____ THE DATA

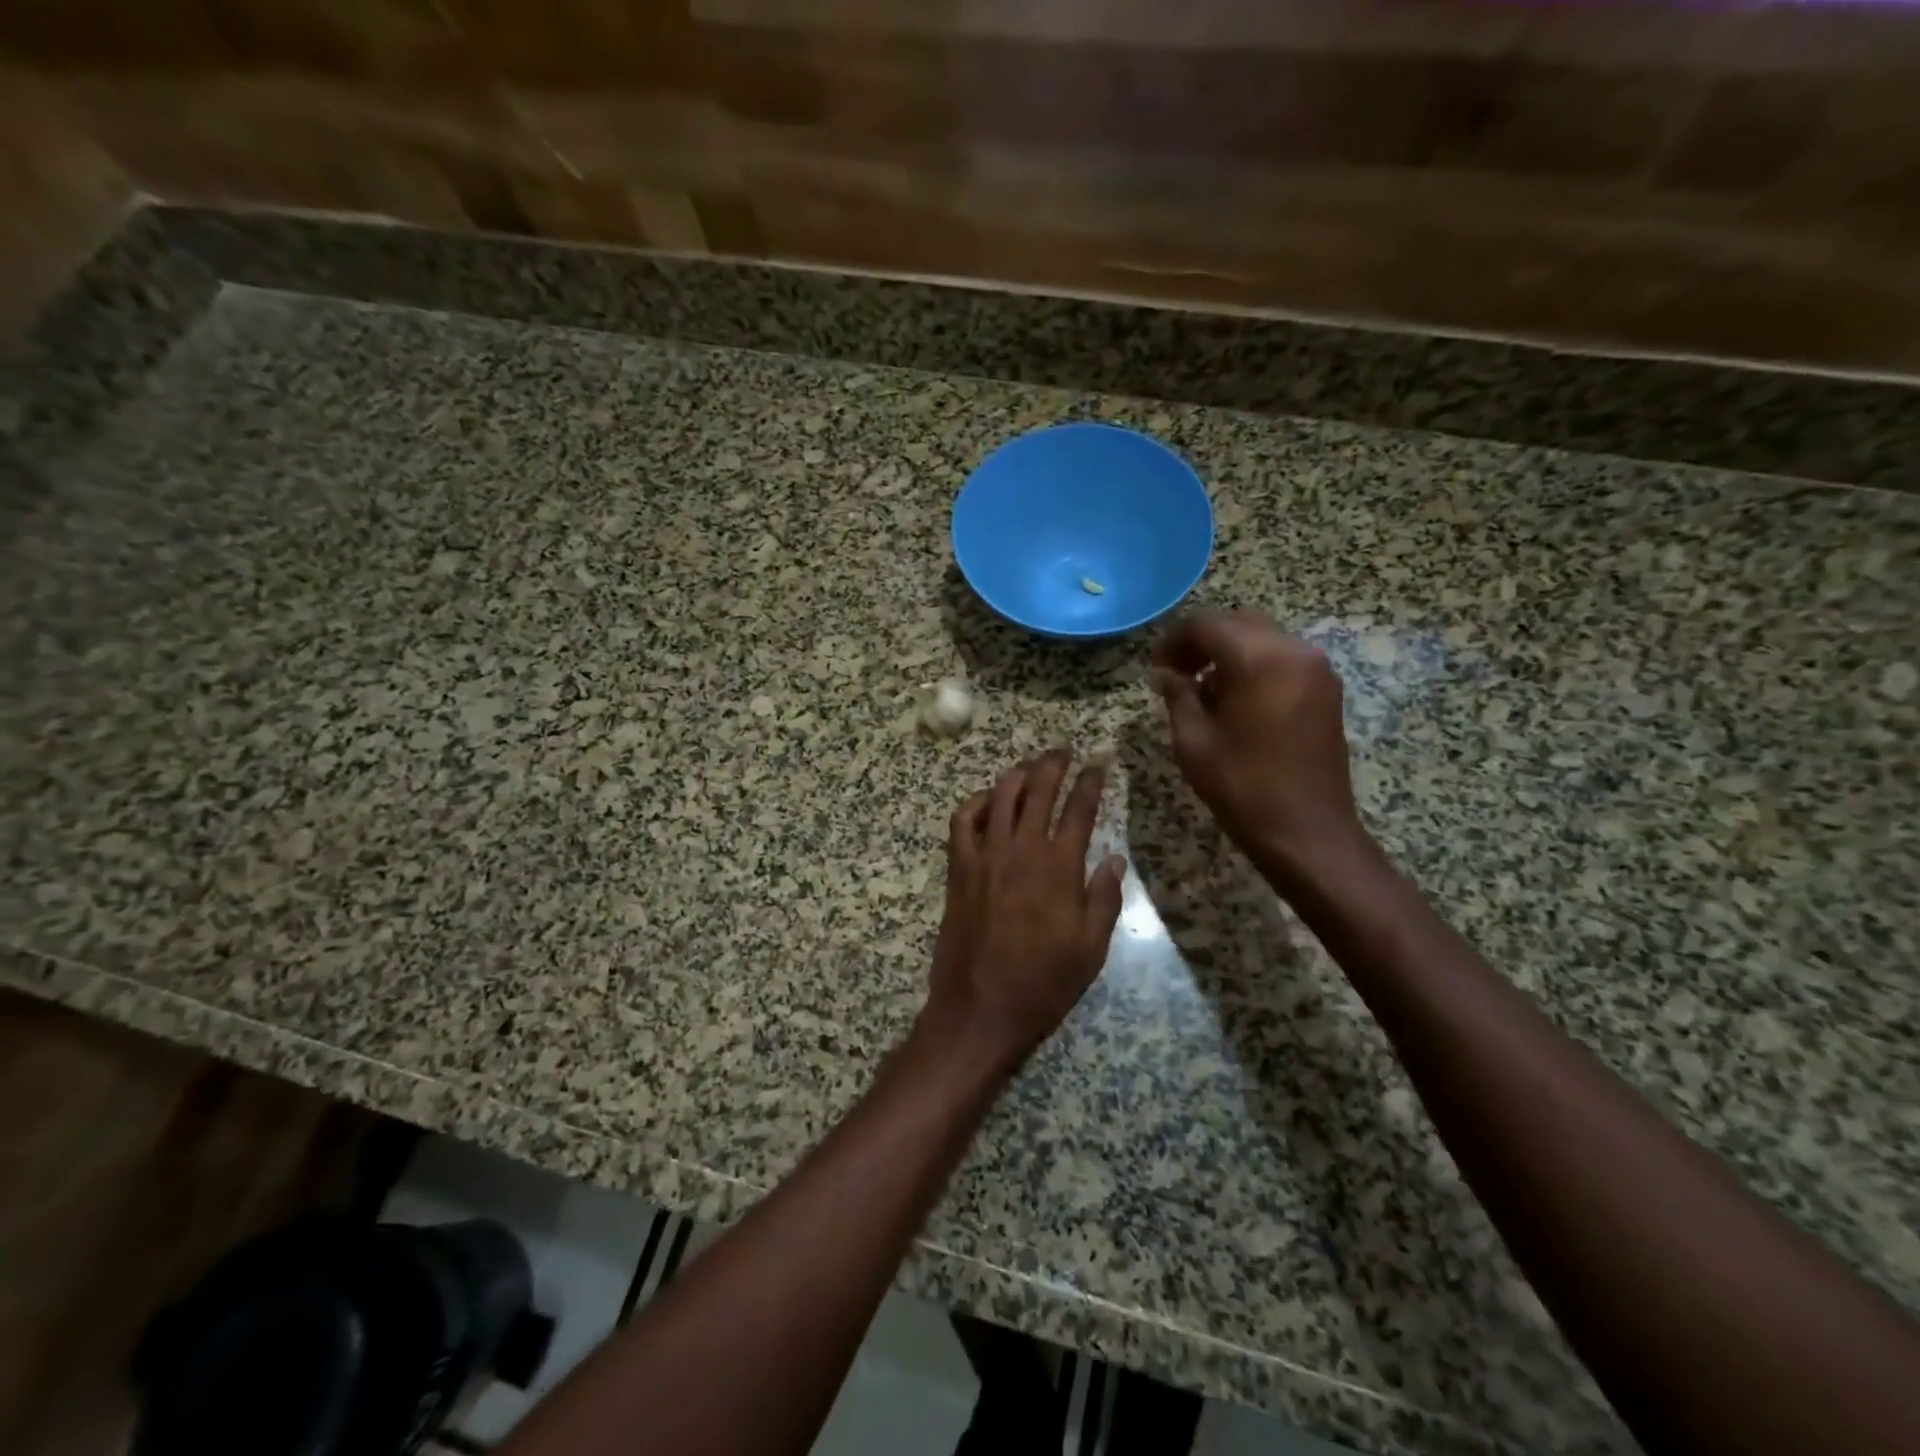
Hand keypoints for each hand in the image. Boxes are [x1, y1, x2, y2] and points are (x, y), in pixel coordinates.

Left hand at [924, 749, 1125, 1072]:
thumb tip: (1115, 859)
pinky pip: (962, 821)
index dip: (1090, 782)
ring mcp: (984, 856)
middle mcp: (1020, 851)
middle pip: (1037, 790)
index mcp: (1058, 868)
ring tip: (1030, 767)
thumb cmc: (1042, 984)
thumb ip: (1104, 899)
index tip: (1098, 764)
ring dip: (1017, 774)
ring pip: (999, 796)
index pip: (1078, 809)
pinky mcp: (958, 868)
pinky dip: (975, 802)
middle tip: (1064, 751)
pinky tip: (988, 800)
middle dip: (1053, 764)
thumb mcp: (1090, 949)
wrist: (980, 1008)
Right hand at [1152, 610, 1366, 872]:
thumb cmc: (1242, 787)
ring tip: (1203, 689)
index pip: (1207, 625)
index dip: (1174, 640)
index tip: (1156, 667)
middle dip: (1203, 641)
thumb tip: (1165, 673)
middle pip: (1238, 623)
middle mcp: (1294, 652)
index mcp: (1259, 660)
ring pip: (1263, 638)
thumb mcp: (1194, 741)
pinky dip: (1254, 665)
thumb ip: (1178, 696)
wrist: (1307, 831)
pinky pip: (1283, 658)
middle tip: (1176, 672)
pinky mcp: (1327, 689)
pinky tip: (1235, 699)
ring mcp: (1316, 669)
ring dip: (1229, 652)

________

Among the entries above, which lines include "thumb"? List them all.

EXERCISE OUTPUT:
thumb tip: (1115, 859)
thumb cmc: (1042, 984)
thumb ip: (1104, 899)
thumb mcp: (1090, 949)
thumb cmc: (1242, 787)
thumb tip: (1165, 673)
thumb mcp: (1194, 741)
thumb ip: (1178, 696)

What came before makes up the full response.